British Open Winner Park Shows Long-term Greatness
Despite the sensational play of Lydia Ko on several occasions in the past year and beyond, Inbee Park is the top player in the world of women’s golf, and she spent the past week at Turnberry in Scotland to remind us of the fact. Winning the Open isn’t an isolated event that makes Park such hot news. It is that she is hot news almost all of the time. She’s obviously got it, but what is it exactly that she’s got – apparently more than anyone else, or at least more often?
There is a fair-sized group of top players who can win any week when their game decides to click into the “on” position. They are the top talents, potentially dangerous at any time. When Ko ignites, she seems impossible to stop. And yet, it is Inbee Park who has won seven majors by the age of 27, has a career grand slam in the technical sense, and who has compiled an unthinkable percentage of wins in the big ones alone – 43 percent over the last fourteen.
Just think of it – 43 percent. If Park had become a baseball player and hit .430 over the space of several years, she would be the Babe Ruth of the women’s game. Basketball? Hitting three pointers at a 43% clip? Not bad at all. Major contracts would be offered. Her six of fourteen majors, however, did not come in a one-to-one showdown with a pitcher or a lone defender outside of the key. It came against the entire world field in a game so capricious that no one is ever a sure thing. Park has, in fact, has come the closest to a sure thing since the prime of Tiger Woods. Having one all of the other majors except for the Evian (which she won before it became a major), she came into the Open with soreness and back spasms, and won anyway. Is perseverance her secret? Lexi Thompson and Suzann Pettersen have demonstrated that as well. Why aren’t they winning 43% of their majors?
Is it the swing? There are a lot of great ones on the tour. Is Park’s the most successful physical formula, or is she simply the greatest of her era at repeating it once she’s found what she wants? That’s a hard answer to pin down. Perhaps it’s her excellent nerves. Despite so much major success, she didn’t come into the Open with great expectations, and after winning, declared only that the “golfing God was on my side.” Apparently, she can’t explain it, either – but then, she doesn’t have to. That’s the beauty of winning.

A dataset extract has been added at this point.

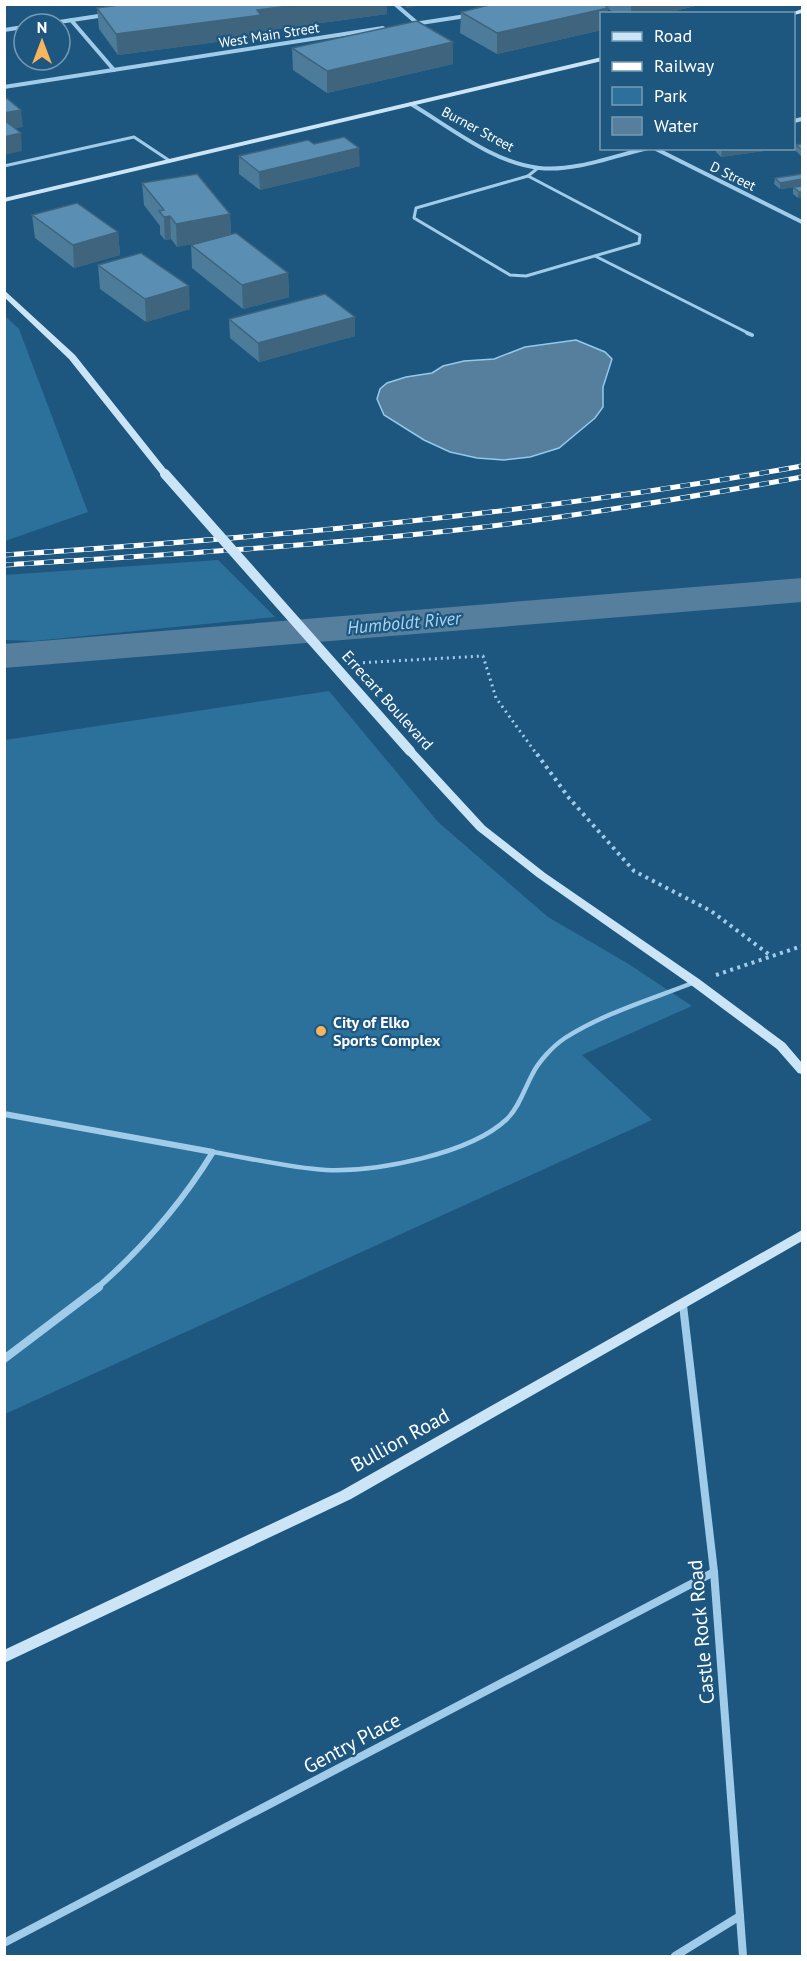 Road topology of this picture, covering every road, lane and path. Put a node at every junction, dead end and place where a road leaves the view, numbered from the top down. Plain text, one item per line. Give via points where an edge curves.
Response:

Is it love that keeps Park going the way she does? Lots of tour players either fall in or are already in love. Sometimes it’s a good thing, and sometimes it squashes a career flat. There’s no way to tell. I hope Park is happy, but I’m not sure that translates directly into the ultimate repeatable swing. Is her success a result of a cultural regimen from her home country? Maybe, but even South Korea can’t match Park’s talent across the board, although she decries the Olympic requirement of only four per country. She knows that half of the top fifty would come from Korea if things were different.
Talent is technically categorized as a type of intelligence. If that is true, Inbee Park is one of the era’ geniuses. Mixed with a balanced perspective on herself, with a swing tuned to the nth degree, a good set of nerves and a healthy outlook on things in general, it is most likely a mixture of factors that have released her talent in such a prodigious way. She’s not number one by accident, and there are a lot more majors to come, and she is rapidly approaching Annika’s mark of ten. Maybe when Park finds out what makes her tick, she’ll tell us.